Create “buddies” Privacy List

… TODO …

Set Default Privacy List

The default list will be active when you login, you can after login select another list and activate it or set it as a new default.

<iq from='lg@jivesoftware.com/spark' type='set' id='id1default'>
  <query xmlns='jabber:iq:privacy'>
    <default name='buddies'></default>
  </query>
</iq>

Set Active Privacy List

You can change the privacy list you are using at any time when you are logged in. If you logout and re-login the default list will be active anyhow.

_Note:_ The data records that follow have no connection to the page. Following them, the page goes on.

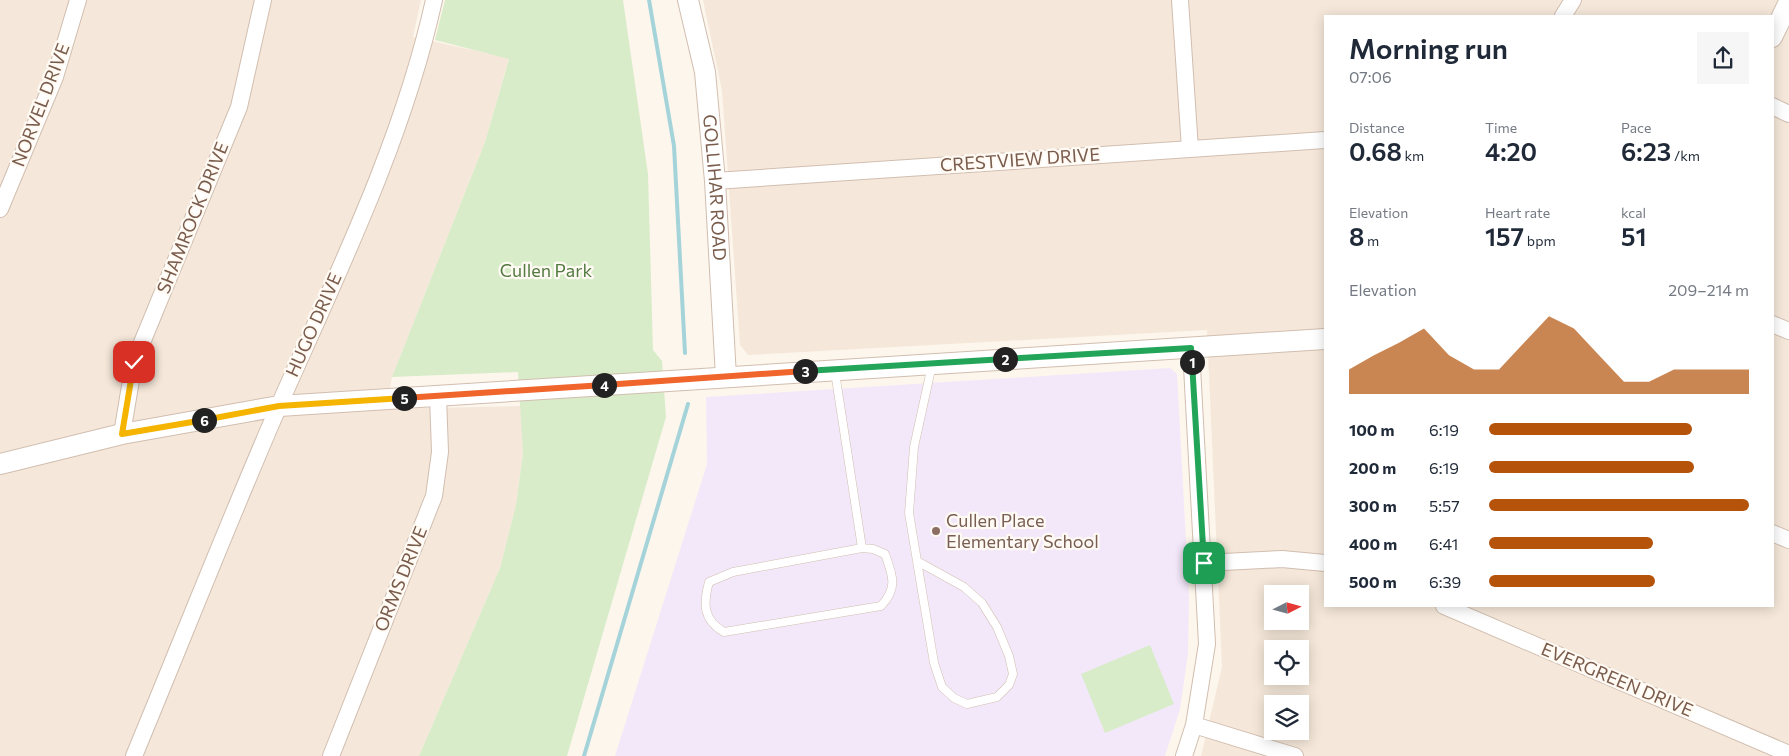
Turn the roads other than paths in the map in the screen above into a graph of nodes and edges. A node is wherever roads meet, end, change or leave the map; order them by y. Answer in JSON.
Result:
{"nodes":[{"id":1,"x":78,"y":0,"type":"edge"},
{"id":2,"x":263,"y":0,"type":"edge"},
{"id":3,"x":434,"y":0,"type":"edge"},
{"id":4,"x":688,"y":0,"type":"edge"},
{"id":5,"x":1180,"y":0,"type":"edge"},
{"id":6,"x":1572,"y":0,"type":"edge"},
{"id":7,"x":1789,"y":2,"type":"edge"},
{"id":8,"x":1564,"y":15,"type":"edge"},
{"id":9,"x":1774,"y":33,"type":"edge"},
{"id":10,"x":1774,"y":107,"type":"edge"},
{"id":11,"x":1789,"y":114,"type":"edge"},
{"id":12,"x":1324,"y":140,"type":"edge"},
{"id":13,"x":1190,"y":149,"type":"junction"},
{"id":14,"x":715,"y":181,"type":"junction"},
{"id":15,"x":0,"y":209,"type":"edge"},
{"id":16,"x":1774,"y":325,"type":"edge"},
{"id":17,"x":1789,"y":331,"type":"edge"},
{"id":18,"x":1324,"y":338,"type":"edge"},
{"id":19,"x":1191,"y":348,"type":"junction"},
{"id":20,"x":932,"y":364,"type":"junction"},
{"id":21,"x":835,"y":369,"type":"junction"},
{"id":22,"x":726,"y":377,"type":"junction"},
{"id":23,"x":438,"y":396,"type":"junction"},
{"id":24,"x":279,"y":406,"type":"junction"},
{"id":25,"x":122,"y":434,"type":"junction"},
{"id":26,"x":0,"y":464,"type":"edge"},
{"id":27,"x":1774,"y":534,"type":"edge"},
{"id":28,"x":1789,"y":540,"type":"edge"},
{"id":29,"x":862,"y":548,"type":"junction"},
{"id":30,"x":917,"y":561,"type":"junction"},
{"id":31,"x":1324,"y":562,"type":"edge"},
{"id":32,"x":1204,"y":563,"type":"junction"},
{"id":33,"x":1446,"y":607,"type":"edge"},
{"id":34,"x":1194,"y":724,"type":"junction"},
{"id":35,"x":1789,"y":754,"type":"edge"},
{"id":36,"x":134,"y":756,"type":"edge"},
{"id":37,"x":331,"y":756,"type":"edge"},
{"id":38,"x":1184,"y":756,"type":"edge"},
{"id":39,"x":1295,"y":756,"type":"edge"}],
"edges":[{"from":1,"to":15,"type":"street","name":"NORVEL DRIVE"},
{"from":2,"to":25,"type":"street","name":"SHAMROCK DRIVE"},
{"from":3,"to":24,"type":"street","name":"HUGO DRIVE"},
{"from":4,"to":14,"type":"street","name":"GOLLIHAR ROAD"},
{"from":5,"to":13,"type":"street"},
{"from":6,"to":8,"type":"street"},
{"from":7,"to":9,"type":"street"},
{"from":10,"to":11,"type":"street"},
{"from":12,"to":13,"type":"street","name":"CRESTVIEW DRIVE"},
{"from":13,"to":14,"type":"street","name":"CRESTVIEW DRIVE"},
{"from":14,"to":22,"type":"street","name":"GOLLIHAR ROAD"},
{"from":16,"to":17,"type":"street"},
{"from":18,"to":19,"type":"street"},
{"from":19,"to":20,"type":"street"},
{"from":19,"to":32,"type":"street"},
{"from":20,"to":21,"type":"street"},
{"from":20,"to":30,"type":"lane"},
{"from":21,"to":22,"type":"street"},
{"from":21,"to":29,"type":"lane"},
{"from":22,"to":23,"type":"street"},
{"from":23,"to":24,"type":"street"},
{"from":23,"to":37,"type":"street","name":"ORMS DRIVE"},
{"from":24,"to":25,"type":"street"},
{"from":24,"to":36,"type":"street","name":"HUGO DRIVE"},
{"from":25,"to":26,"type":"street"},
{"from":27,"to":28,"type":"street"},
{"from":29,"to":29,"type":"lane"},
{"from":30,"to":30,"type":"lane"},
{"from":31,"to":32,"type":"street"},
{"from":32,"to":34,"type":"street"},
{"from":33,"to":35,"type":"street","name":"EVERGREEN DRIVE"},
{"from":34,"to":38,"type":"street"},
{"from":34,"to":39,"type":"street"}]}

<iq from='lg@jivesoftware.com/spark' type='set' id='id1active'>
  <query xmlns='jabber:iq:privacy'>
    <active name='invisible'></active>
  </query>
</iq>

So if you want to be “invisible” for the next week you should change the default list and the active list.

Problems

The RFC 3921 is clear about the meaning of type=‘jid’ value=‘jivesoftware.com’ but it makes no sense to block IQ packets from the server as <query xmlns='http://jabber.org/protocol/disco#info’/> will no longer work. This may be a bug in the RFC.

http://community.igniterealtime.org/docs/DOC-1036/JM-1013 fix blocking of iq packets which break disco#info requests

Possible enhancements and extentions within Wildfre would be possible:

• type=‘jid’ value=’^jivesoftware.com’ “leading caret” to match only the domain (from=‘jivesoftware.com’), no users, no resources, no components

• type=‘jid’ value=’.jivesoftware.com’ “leading dot” to match all components (from=‘search.jivesoftware.com’, from=‘icq.jivesoftware.com’, …)

• type=‘jid’ value=’@jivesoftware.com’ “leading at” to match all users (from=‘foo@jivesoftware.com’, from=‘bar@jivesoftware.com’, …)

• type=‘jid’ value=‘jivesoftware.com’ RFC 3921 behaviour (the domain itself matches, as does any user@domain, domain/resource, or address containing a subdomain)

I’ve got some privacy lists on the server, I can veriy that they are there by sending a query for that particular list and get a response with the content of if. But if I send this to server:

Is this a bug?

Even using Spark2.6.3 and Openfire 3.7.1, the privacy list will not work properly.

In Spark, I’ve created the privacy list and activated it. But after exiting Spark and reopen it, the privacy list is gone.

Can anybody solve this defect?

It seems there’s a bug concerning Privacy lists.

Workaround : you need to create one Privacy list for one account, then restart the server once, and then they will work correctly.